▸ Assignment
Pick out all lines with the word "Westeroder" from the records that follow.

** Opening Source data block **

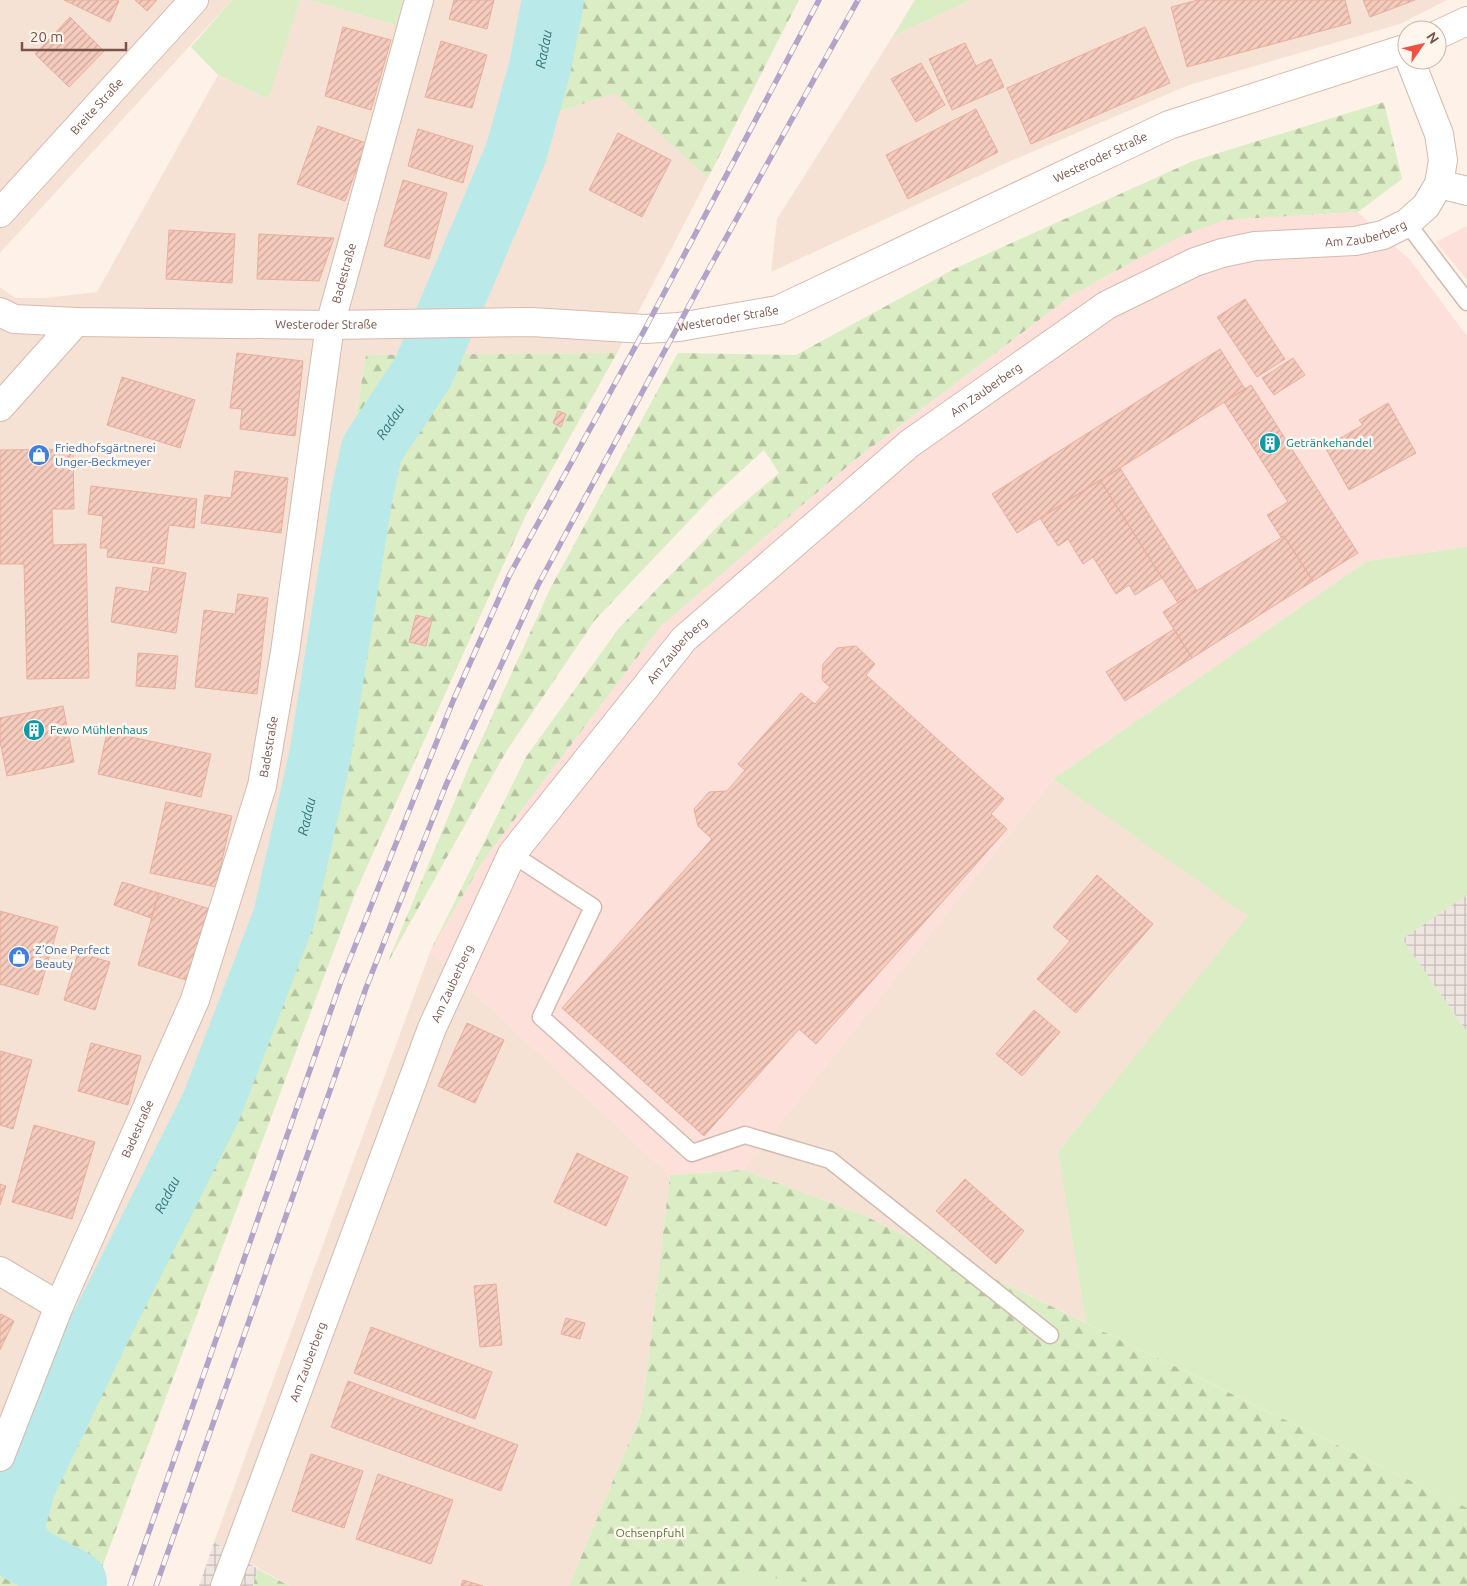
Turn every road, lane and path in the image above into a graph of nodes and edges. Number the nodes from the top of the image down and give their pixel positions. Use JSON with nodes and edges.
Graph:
{"nodes":[{"id":1,"x":194,"y":0,"type":"edge"},
{"id":2,"x":418,"y":0,"type":"edge"},
{"id":3,"x":1467,"y":21,"type":"edge"},
{"id":4,"x":1447,"y":30,"type":"edge"},
{"id":5,"x":1397,"y":55,"type":"edge"},
{"id":6,"x":1414,"y":70,"type":"edge"},
{"id":7,"x":1439,"y":184,"type":"junction"},
{"id":8,"x":1467,"y":191,"type":"edge"},
{"id":9,"x":0,"y":213,"type":"edge"},
{"id":10,"x":1407,"y":222,"type":"junction"},
{"id":11,"x":1467,"y":302,"type":"edge"},
{"id":12,"x":0,"y":312,"type":"edge"},
{"id":13,"x":76,"y":322,"type":"junction"},
{"id":14,"x":330,"y":326,"type":"junction"},
{"id":15,"x":0,"y":407,"type":"edge"},
{"id":16,"x":512,"y":854,"type":"junction"},
{"id":17,"x":0,"y":1271,"type":"edge"},
{"id":18,"x":58,"y":1306,"type":"junction"},
{"id":19,"x":1050,"y":1335,"type":"dead end"},
{"id":20,"x":0,"y":1458,"type":"edge"},
{"id":21,"x":226,"y":1583,"type":"edge"}],
"edges":[{"from":1,"to":9,"type":"street","name":"Breite Straße"},
{"from":2,"to":14,"type":"street","name":"Badestraße"},
{"from":3,"to":4,"type":"street"},
{"from":5,"to":14,"type":"street","name":"Westeroder Straße"},
{"from":6,"to":7,"type":"street","name":"Am Zauberberg"},
{"from":7,"to":8,"type":"street"},
{"from":7,"to":10,"type":"street","name":"Am Zauberberg"},
{"from":10,"to":11,"type":"lane"},
{"from":10,"to":16,"type":"street","name":"Am Zauberberg"},
{"from":12,"to":13,"type":"street","name":"Westeroder Straße"},
{"from":13,"to":14,"type":"street","name":"Westeroder Straße"},
{"from":13,"to":15,"type":"street"},
{"from":14,"to":18,"type":"street","name":"Badestraße"},
{"from":16,"to":19,"type":"lane"},
{"from":16,"to":21,"type":"street","name":"Am Zauberberg"},
{"from":17,"to":18,"type":"street"},
{"from":18,"to":20,"type":"street","name":"Badestraße"}]}
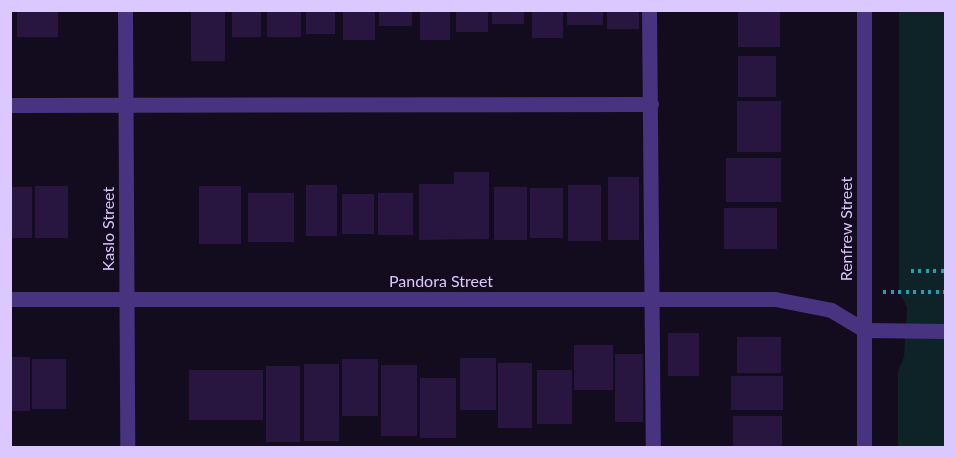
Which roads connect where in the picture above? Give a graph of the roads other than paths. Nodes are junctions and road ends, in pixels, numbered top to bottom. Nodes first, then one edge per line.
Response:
1 (125, 10) edge
2 (649, 10) edge
3 (864, 10) edge
4 (651, 104) junction
5 (10, 105) edge
6 (125, 105) junction
7 (10, 299) edge
8 (126, 299) junction
9 (650, 299) junction
10 (864, 330) junction
11 (945, 331) edge
12 (127, 447) edge
13 (653, 447) edge
14 (864, 447) edge

1 - 6 street, Kaslo Street
2 - 4 street
3 - 10 street, Renfrew Street
4 - 6 street
4 - 9 street
5 - 6 street
6 - 8 street, Kaslo Street
7 - 8 street, Pandora Street
8 - 9 street, Pandora Street
8 - 12 street, Kaslo Street
9 - 10 street, Pandora Street
9 - 13 street
10 - 11 street
10 - 14 street, Renfrew Street

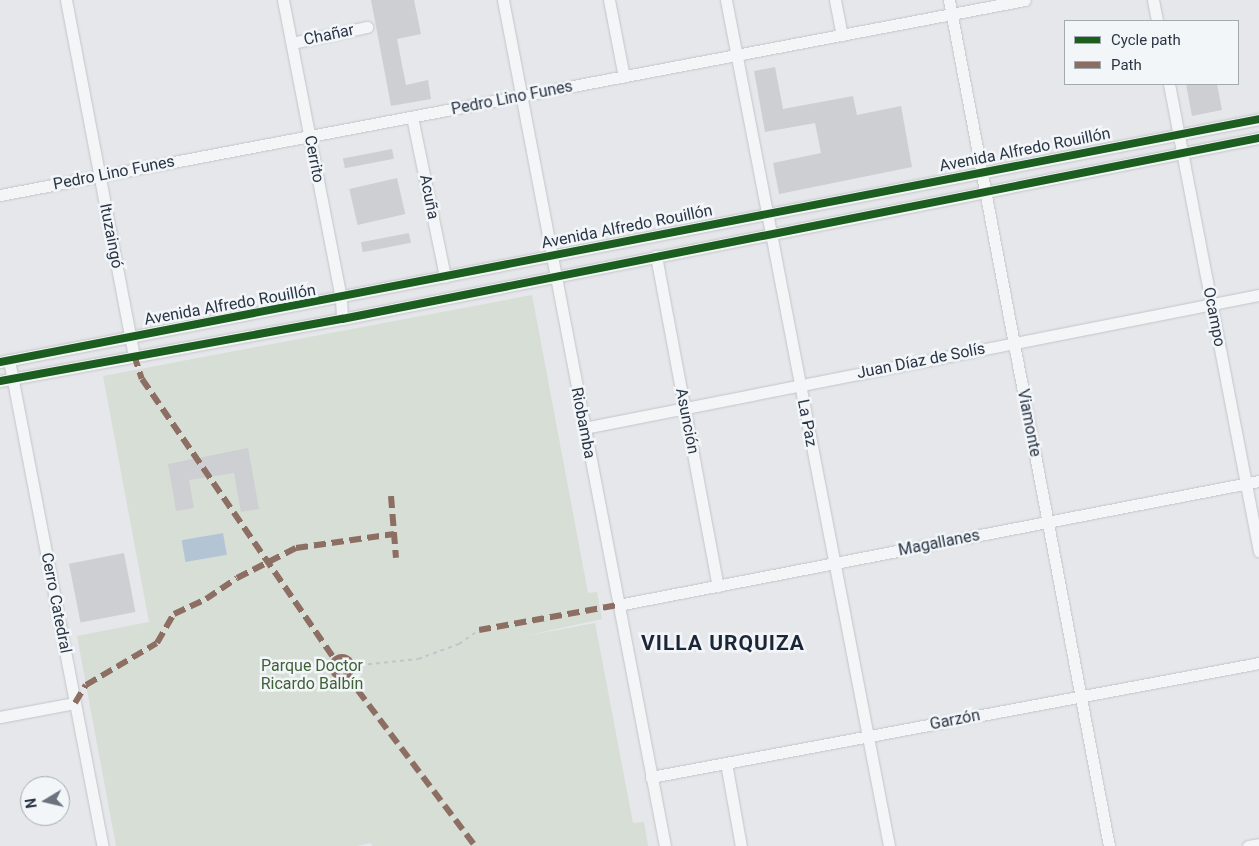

** Closing Source data block **

▸ Task solution
{"from":5,"to":14,"type":"street","name":"Westeroder Straße"},
{"from":12,"to":13,"type":"street","name":"Westeroder Straße"},
{"from":13,"to":14,"type":"street","name":"Westeroder Straße"},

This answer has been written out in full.